▸ **Assignment**
Once the pictures are set aside, retype the remaining entries exactly.
——
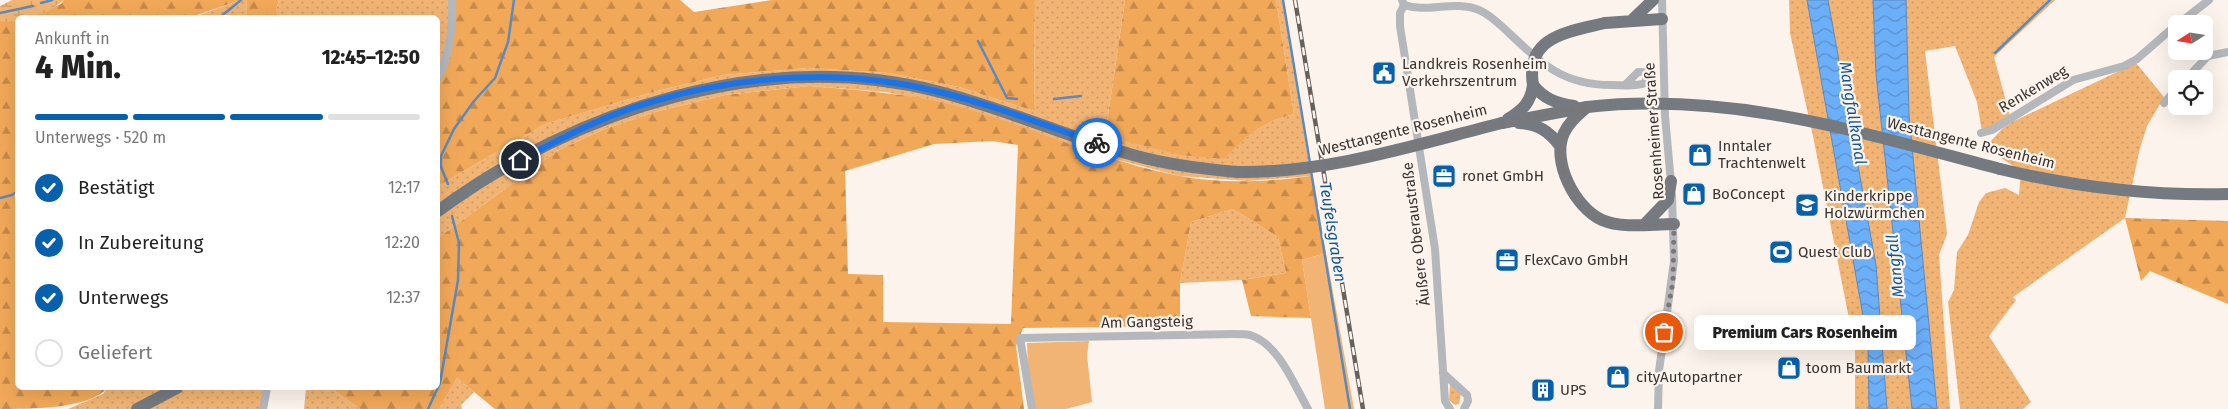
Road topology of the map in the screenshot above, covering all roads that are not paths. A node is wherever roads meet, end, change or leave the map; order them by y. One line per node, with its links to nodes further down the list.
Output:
1 (452, 0): 12 (street)
2 (1653, 0): 8 (highway)
3 (1662, 0): 7 (street, Rosenheimer Straße)
4 (2209, 0): 6 (street, Renkenweg)
5 (1403, 3): 13 (street); 26 (street, Äußere Oberaustraße)
6 (2190, 15)
7 (1662, 19): 8 (highway); 21 (street, Rosenheimer Straße)
8 (1631, 20): 14 (highway, bridge)
9 (2168, 33): 19 (street, Renkenweg)
10 (2228, 52): 11 (street)
11 (2195, 70)
12 (440, 72)
13 (1626, 84)
14 (1533, 85): 17 (highway); 18 (highway)
15 (2168, 98): 16 (street)
16 (2164, 103)
17 (1587, 107): 18 (highway, Westtangente Rosenheim); 20 (highway); 22 (highway, Westtangente Rosenheim, bridge)
18 (1502, 123): 20 (highway); 23 (highway, Westtangente Rosenheim, bridge)
19 (1980, 133)
20 (1560, 146): 24 (highway)
21 (1671, 181): 24 (highway); 25 (street, Rosenheimer Straße)
22 (2228, 194)
23 (440, 210)
24 (1645, 224): 25 (highway)
25 (1674, 224): 35 (street, Rosenheimer Straße)
26 (1443, 373): 33 (street, Äußere Oberaustraße); 34 (street)
27 (172, 390): 29 (highway)
28 (267, 390): 30 (street)
29 (137, 409)
30 (263, 409)
31 (1032, 409): 32 (street, Am Gangsteig)
32 (1308, 409)
33 (1450, 409)
34 (1464, 409)
35 (1658, 409)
——
▸ **Answer to the exercise**
Road topology of the map in the screenshot above, covering all roads that are not paths. A node is wherever roads meet, end, change or leave the map; order them by y. One line per node, with its links to nodes further down the list.
Output:
1 (452, 0): 12 (street)
2 (1653, 0): 8 (highway)
3 (1662, 0): 7 (street, Rosenheimer Straße)
4 (2209, 0): 6 (street, Renkenweg)
5 (1403, 3): 13 (street); 26 (street, Äußere Oberaustraße)
6 (2190, 15)
7 (1662, 19): 8 (highway); 21 (street, Rosenheimer Straße)
8 (1631, 20): 14 (highway, bridge)
9 (2168, 33): 19 (street, Renkenweg)
10 (2228, 52): 11 (street)
11 (2195, 70)
12 (440, 72)
13 (1626, 84)
14 (1533, 85): 17 (highway); 18 (highway)
15 (2168, 98): 16 (street)
16 (2164, 103)
17 (1587, 107): 18 (highway, Westtangente Rosenheim); 20 (highway); 22 (highway, Westtangente Rosenheim, bridge)
18 (1502, 123): 20 (highway); 23 (highway, Westtangente Rosenheim, bridge)
19 (1980, 133)
20 (1560, 146): 24 (highway)
21 (1671, 181): 24 (highway); 25 (street, Rosenheimer Straße)
22 (2228, 194)
23 (440, 210)
24 (1645, 224): 25 (highway)
25 (1674, 224): 35 (street, Rosenheimer Straße)
26 (1443, 373): 33 (street, Äußere Oberaustraße); 34 (street)
27 (172, 390): 29 (highway)
28 (267, 390): 30 (street)
29 (137, 409)
30 (263, 409)
31 (1032, 409): 32 (street, Am Gangsteig)
32 (1308, 409)
33 (1450, 409)
34 (1464, 409)
35 (1658, 409)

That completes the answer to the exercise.